Russia’s recent acts of aggression are not only concerning in themselves, but provide rhetorical ammunition for war-mongers to call into question the timing of the military drawbacks initiated by the sequestration. These facts will likely be spun by pundits and “hawk” politicians into the simplistic narrative that while Moscow grows stronger, we cannot be seen as weak and therefore we must ramp up military funding. We, the educated public, should be deeply skeptical of such claims.
The truth is our military already has the capacity to defeat any state. Increasing military spending will not make us more secure and should be a policy of last resort. Harsh economic sanctions, energy diplomacy and multilateral cooperation with allies remain our best strategies for deterring Russian aggression and avoiding conflict.

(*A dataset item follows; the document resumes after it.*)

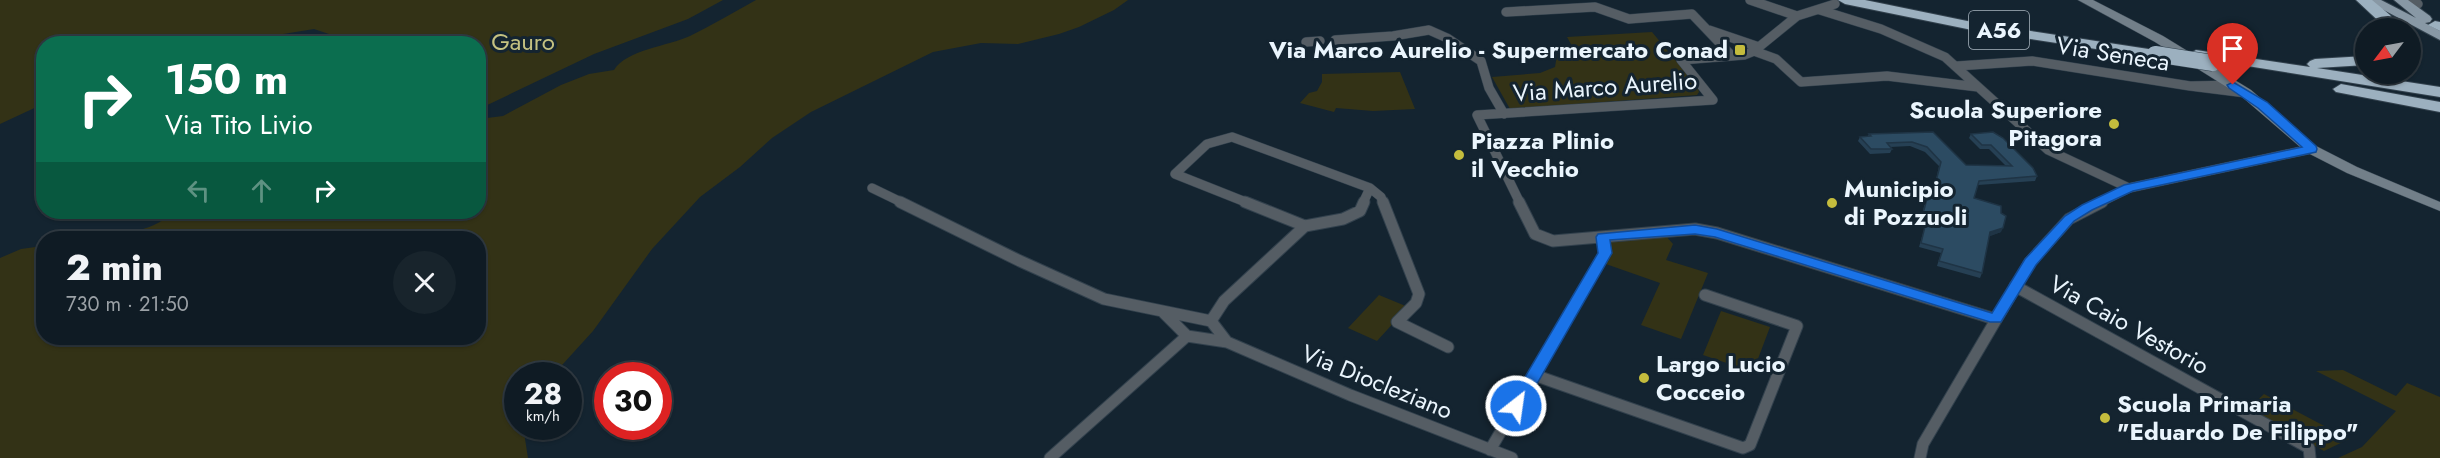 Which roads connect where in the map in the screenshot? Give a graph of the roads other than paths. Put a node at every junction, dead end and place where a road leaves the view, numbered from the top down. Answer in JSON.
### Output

We must be aware of the risks posed by our own state, over which the public has little control in times of war. Since World War II our government has covertly overthrown countless regimes, fueled war by supplying weapons to states around the world and unilaterally initiated conflict. This, in turn, fed a negative feedback cycle of increased military funding. U.S. militarization represents an existential threat to international peace and the health of our democracy.
The recent overhaul of Russian offensive capabilities, despite Russian economic stagnation, suggests a new vision for Russian foreign policy in which its offensive military capacity will play a defining role. In light of Putin’s apparent belief in Russia’s manifest destiny to reclaim the territories lost during the collapse of the U.S.S.R., these developments are very concerning to states around the world, especially the former U.S.S.R., whose independence we should defend. Nonetheless, building allegiances with non-aligned states may be the best deterrence to Moscow’s aggression. If we are to make new allies, our authority in countering Russian aggression must be based on trust, soft power and democratic accountability, not just military strength.
The risks associated with increasing military spending are largely internal: increasing the influence of private military contractors could threaten our commitment to institutionalized conflict resolution and pacifism, thereby undermining our moral high ground over Russia. The recent Supreme Court ruling McCutcheon v. F.E.C. has gone beyond Citizens United in liberalizing campaign spending, expanding the latitude of defense contractors to lobby government efforts. We are likely to see a flood of campaign funding intended to move the political needle, among both Democrats and Republicans, towards increasing defense spending.
We must beware the influence of these glorified mercenaries, whose interests are not aligned with those of America. The empowerment of our increasingly privatized defense sector, who will profit greatly from conflict, represents the greatest potential accelerant to escalation with Russia — or any other enemy.
Russian coercion of the Ukrainian state by raising energy prices foreshadows an era of global energy diplomacy in which the expansion of domestic fracking and other energy infrastructure investments, like Keystone XL, may be increasingly justified if the U.S. is to compete with Russian oil reserves. Though liquefied natural gas is years away from being export-ready, the ability of the U.S. to offer subsidized energy to Russia’s neighbors to withstand a potential oil embargo or balance our budget may prove more valuable than an extra fleet of F-16s and, to some, justify the catastrophic climate impact of increasing fossil fuel extraction. We should expect to be faced with no good options; we must weigh accelerating climate change by expanding our energy capacity against the long-term impact on health of the planet. We need to foster open, thoughtful, public debate about the trade-offs of these looming, painful decisions. It only stands to reason that those most vulnerable to climate change, fracking and pipeline construction will be forced to shoulder the costs of an energy arms race. We must keep them — and the health of our planet as a whole — in mind. Seeking alliances with energy-rich countries like Venezuela, Azerbaijan and even Iran, despite the unsavory and corrupt regimes in power, may be necessary. On a brighter note, investments in promising innovations in renewable energy may become increasingly important for national security. Bearing in mind the strategic importance of such decisions, we must hold our government accountable lest we lose our national character in the fog of war.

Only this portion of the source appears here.